What is needed ->
Reproduce the listing below character for character; drop every image.

*** Dataset extract Section Begins ***

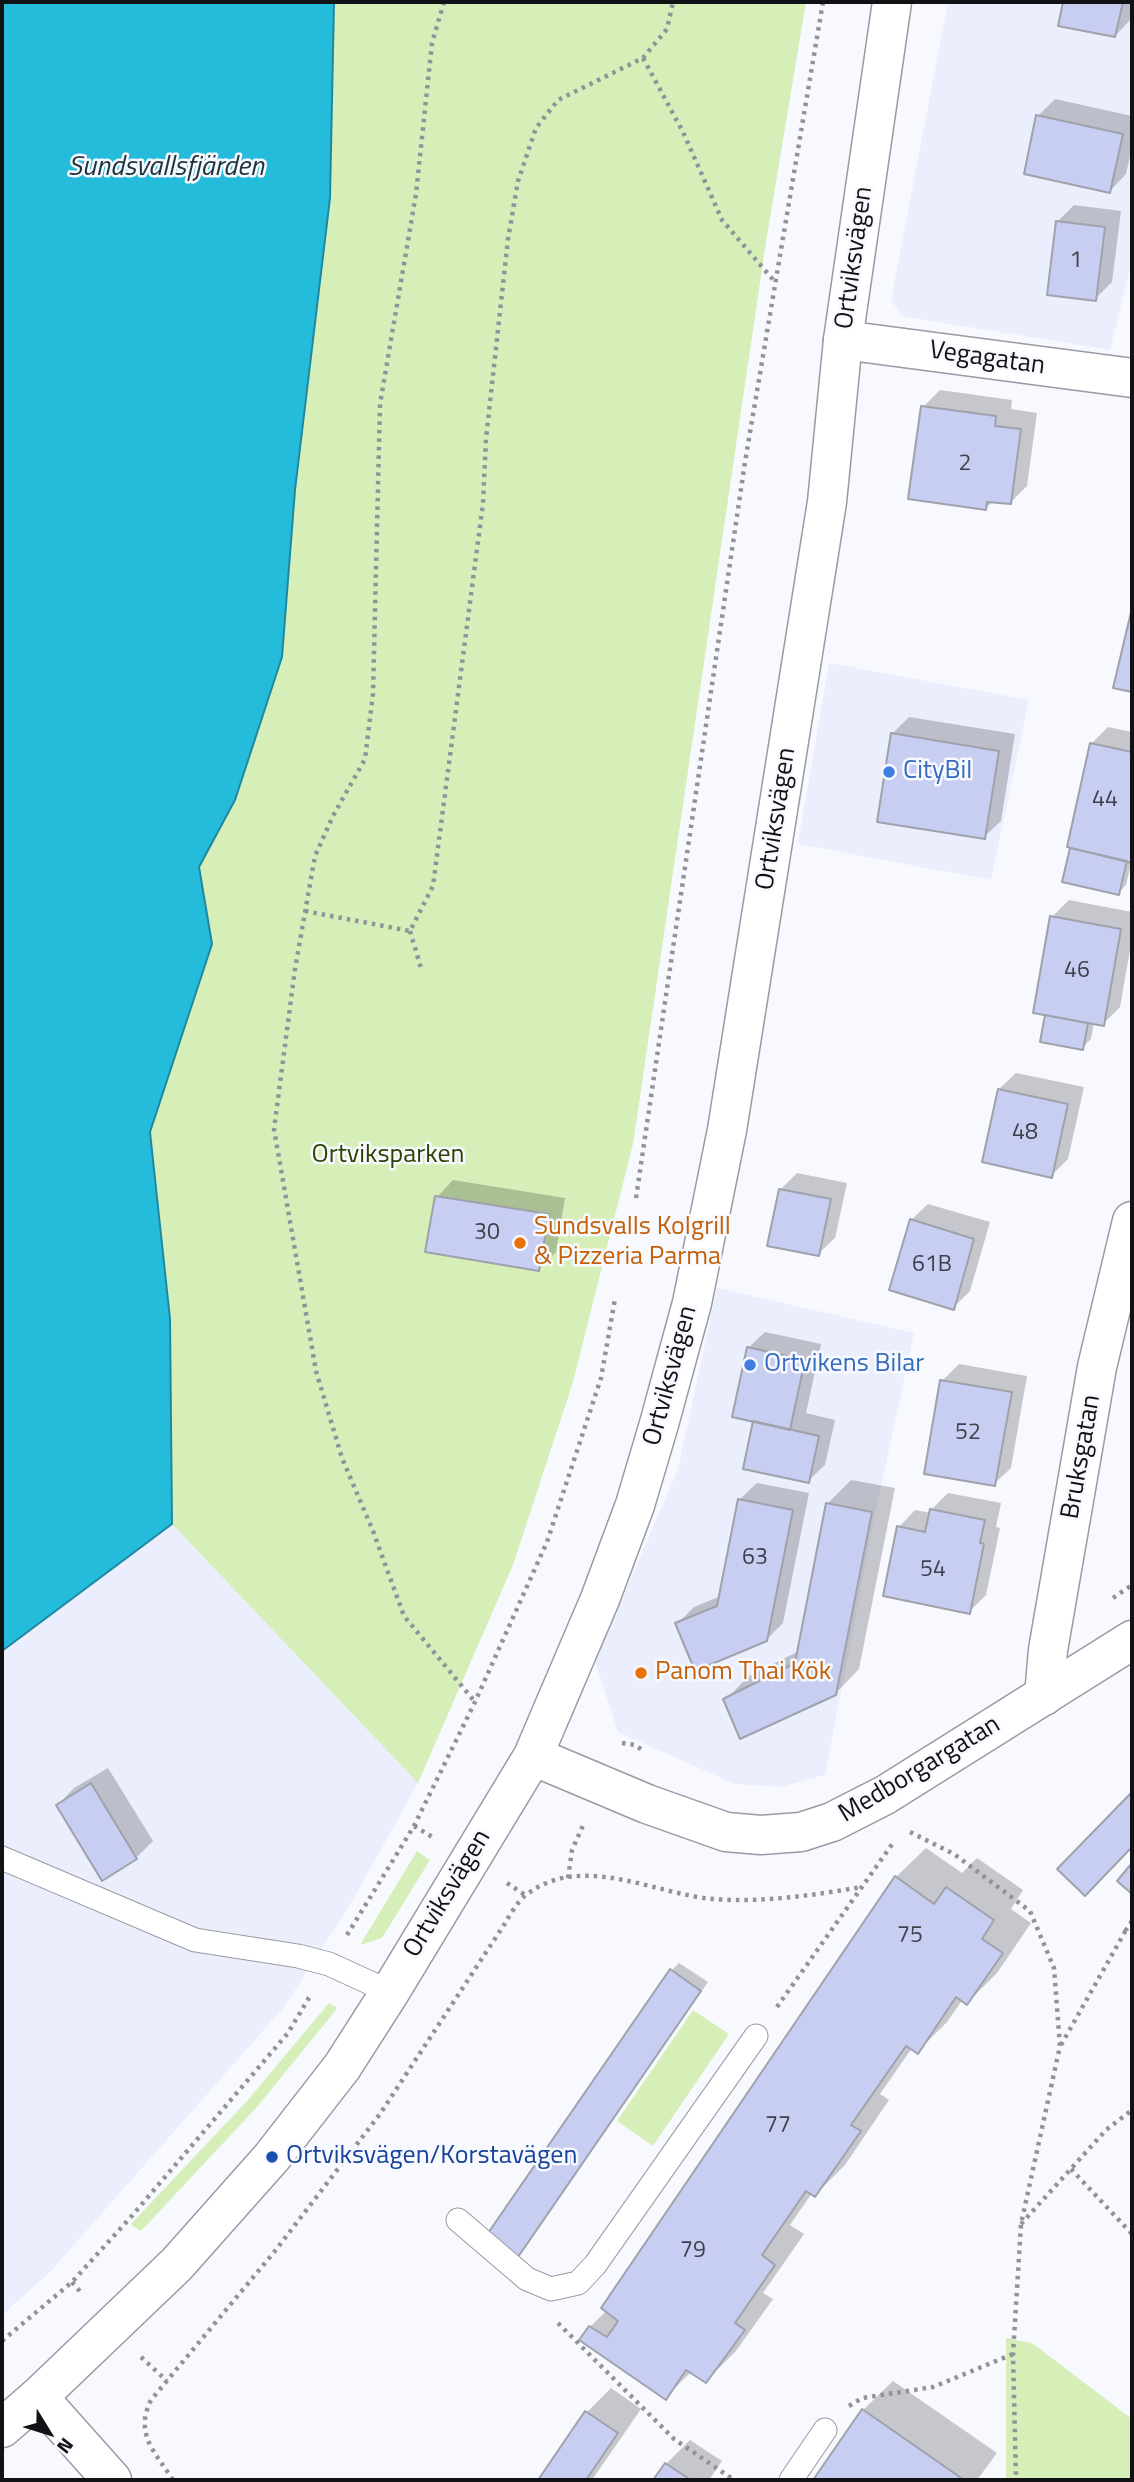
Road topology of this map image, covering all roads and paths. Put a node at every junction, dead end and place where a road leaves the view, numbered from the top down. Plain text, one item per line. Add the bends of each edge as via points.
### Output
1 (444, 2) edge
2 (673, 2) edge
3 (822, 2) edge
4 (892, 2) edge
5 (643, 58) junction
6 (775, 282) junction
7 (843, 340) junction
8 (1132, 378) edge
9 (305, 911) junction
10 (410, 931) junction
11 (421, 968) dead end
12 (636, 1198) dead end
13 (1132, 1221) edge
14 (615, 1299) dead end
15 (1132, 1585) edge
16 (1108, 1601) dead end
17 (1132, 1640) edge
18 (1044, 1696) junction
19 (475, 1702) junction
20 (533, 1756) junction
21 (652, 1757) dead end
22 (602, 1785) junction
23 (885, 1795) junction
24 (904, 1829) junction
25 (2, 1858) edge
26 (568, 1878) junction
27 (862, 1887) junction
28 (1132, 1921) edge
29 (1126, 1930) junction
30 (1132, 1933) edge
31 (329, 1964) junction
32 (390, 1992) junction
33 (756, 2036) joint
34 (1060, 2046) junction
35 (1132, 2110) edge
36 (1071, 2169) junction
37 (458, 2220) dead end
38 (1021, 2224) junction
39 (1132, 2234) edge
40 (551, 2289) junction
41 (2, 2341) edge
42 (1013, 2354) junction
43 (38, 2398) junction
44 (2, 2428) edge
45 (825, 2430) joint
46 (112, 2480) edge
47 (173, 2480) edge
48 (734, 2480) edge
49 (791, 2480) edge
50 (1016, 2480) edge

1 - 9 path via 432,43 416,194 380,404 373,694 365,759 315,856
2 - 5 path via 667,29
3 - 6 path
4 - 7 street, Ortviksvägen
5 - 6 path via 683,132 722,220
5 - 10 path via 558,100 536,128 518,181 487,425 484,503 433,886
6 - 12 path
7 - 8 street, Vegagatan
7 - 20 street, Ortviksvägen via 823,530 727,1130 692,1303 635,1505
9 - 10 path
9 - 19 path via 274,1129 316,1371 342,1458 404,1616
10 - 11 path
13 - 18 street, Bruksgatan via 1097,1367
14 - 19 path via 601,1378 547,1542
15 - 16 path
17 - 18 street, Medborgargatan
18 - 23 street, Medborgargatan
19 - 31 path via 414,1826
20 - 22 street, Medborgargatan
20 - 32 street, Ortviksvägen
21 - 22 path via 635,1745 621,1743
22 - 23 street, Medborgargatan via 726,1832 761,1835 801,1832
22 - 26 path via 572,1850
23 - 24 path
24 - 27 path
24 - 34 path via 954,1854 1030,1910 1054,1968
25 - 31 lane via 195,1940
26 - 27 path via 615,1877 712,1899 764,1899
26 - 47 path via 525,1895 380,2114 275,2251 151,2400 144,2414 144,2432
27 - 33 path
28 - 29 path
29 - 30 path
29 - 34 path
31 - 32 lane
31 - 41 path via 288,2032 130,2218 72,2282
32 - 43 street, Ortviksvägen via 342,2067 272,2157 177,2264
33 - 40 lane via 595,2265 578,2283
34 - 38 path
35 - 36 path via 1106,2130
36 - 38 path
36 - 39 path
37 - 40 lane via 527,2278
38 - 42 path
40 - 48 path via 559,2326 674,2439
42 - 45 path via 933,2387 862,2398 841,2410
42 - 50 path
43 - 44 street, Ortviksvägen
43 - 46 street
45 - 49 lane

*** Dataset extract Section Ends ***

Worked solution ->
Road topology of this map image, covering all roads and paths. Put a node at every junction, dead end and place where a road leaves the view, numbered from the top down. Plain text, one item per line. Add the bends of each edge as via points.
### Output
1 (444, 2) edge
2 (673, 2) edge
3 (822, 2) edge
4 (892, 2) edge
5 (643, 58) junction
6 (775, 282) junction
7 (843, 340) junction
8 (1132, 378) edge
9 (305, 911) junction
10 (410, 931) junction
11 (421, 968) dead end
12 (636, 1198) dead end
13 (1132, 1221) edge
14 (615, 1299) dead end
15 (1132, 1585) edge
16 (1108, 1601) dead end
17 (1132, 1640) edge
18 (1044, 1696) junction
19 (475, 1702) junction
20 (533, 1756) junction
21 (652, 1757) dead end
22 (602, 1785) junction
23 (885, 1795) junction
24 (904, 1829) junction
25 (2, 1858) edge
26 (568, 1878) junction
27 (862, 1887) junction
28 (1132, 1921) edge
29 (1126, 1930) junction
30 (1132, 1933) edge
31 (329, 1964) junction
32 (390, 1992) junction
33 (756, 2036) joint
34 (1060, 2046) junction
35 (1132, 2110) edge
36 (1071, 2169) junction
37 (458, 2220) dead end
38 (1021, 2224) junction
39 (1132, 2234) edge
40 (551, 2289) junction
41 (2, 2341) edge
42 (1013, 2354) junction
43 (38, 2398) junction
44 (2, 2428) edge
45 (825, 2430) joint
46 (112, 2480) edge
47 (173, 2480) edge
48 (734, 2480) edge
49 (791, 2480) edge
50 (1016, 2480) edge

1 - 9 path via 432,43 416,194 380,404 373,694 365,759 315,856
2 - 5 path via 667,29
3 - 6 path
4 - 7 street, Ortviksvägen
5 - 6 path via 683,132 722,220
5 - 10 path via 558,100 536,128 518,181 487,425 484,503 433,886
6 - 12 path
7 - 8 street, Vegagatan
7 - 20 street, Ortviksvägen via 823,530 727,1130 692,1303 635,1505
9 - 10 path
9 - 19 path via 274,1129 316,1371 342,1458 404,1616
10 - 11 path
13 - 18 street, Bruksgatan via 1097,1367
14 - 19 path via 601,1378 547,1542
15 - 16 path
17 - 18 street, Medborgargatan
18 - 23 street, Medborgargatan
19 - 31 path via 414,1826
20 - 22 street, Medborgargatan
20 - 32 street, Ortviksvägen
21 - 22 path via 635,1745 621,1743
22 - 23 street, Medborgargatan via 726,1832 761,1835 801,1832
22 - 26 path via 572,1850
23 - 24 path
24 - 27 path
24 - 34 path via 954,1854 1030,1910 1054,1968
25 - 31 lane via 195,1940
26 - 27 path via 615,1877 712,1899 764,1899
26 - 47 path via 525,1895 380,2114 275,2251 151,2400 144,2414 144,2432
27 - 33 path
28 - 29 path
29 - 30 path
29 - 34 path
31 - 32 lane
31 - 41 path via 288,2032 130,2218 72,2282
32 - 43 street, Ortviksvägen via 342,2067 272,2157 177,2264
33 - 40 lane via 595,2265 578,2283
34 - 38 path
35 - 36 path via 1106,2130
36 - 38 path
36 - 39 path
37 - 40 lane via 527,2278
38 - 42 path
40 - 48 path via 559,2326 674,2439
42 - 45 path via 933,2387 862,2398 841,2410
42 - 50 path
43 - 44 street, Ortviksvägen
43 - 46 street
45 - 49 lane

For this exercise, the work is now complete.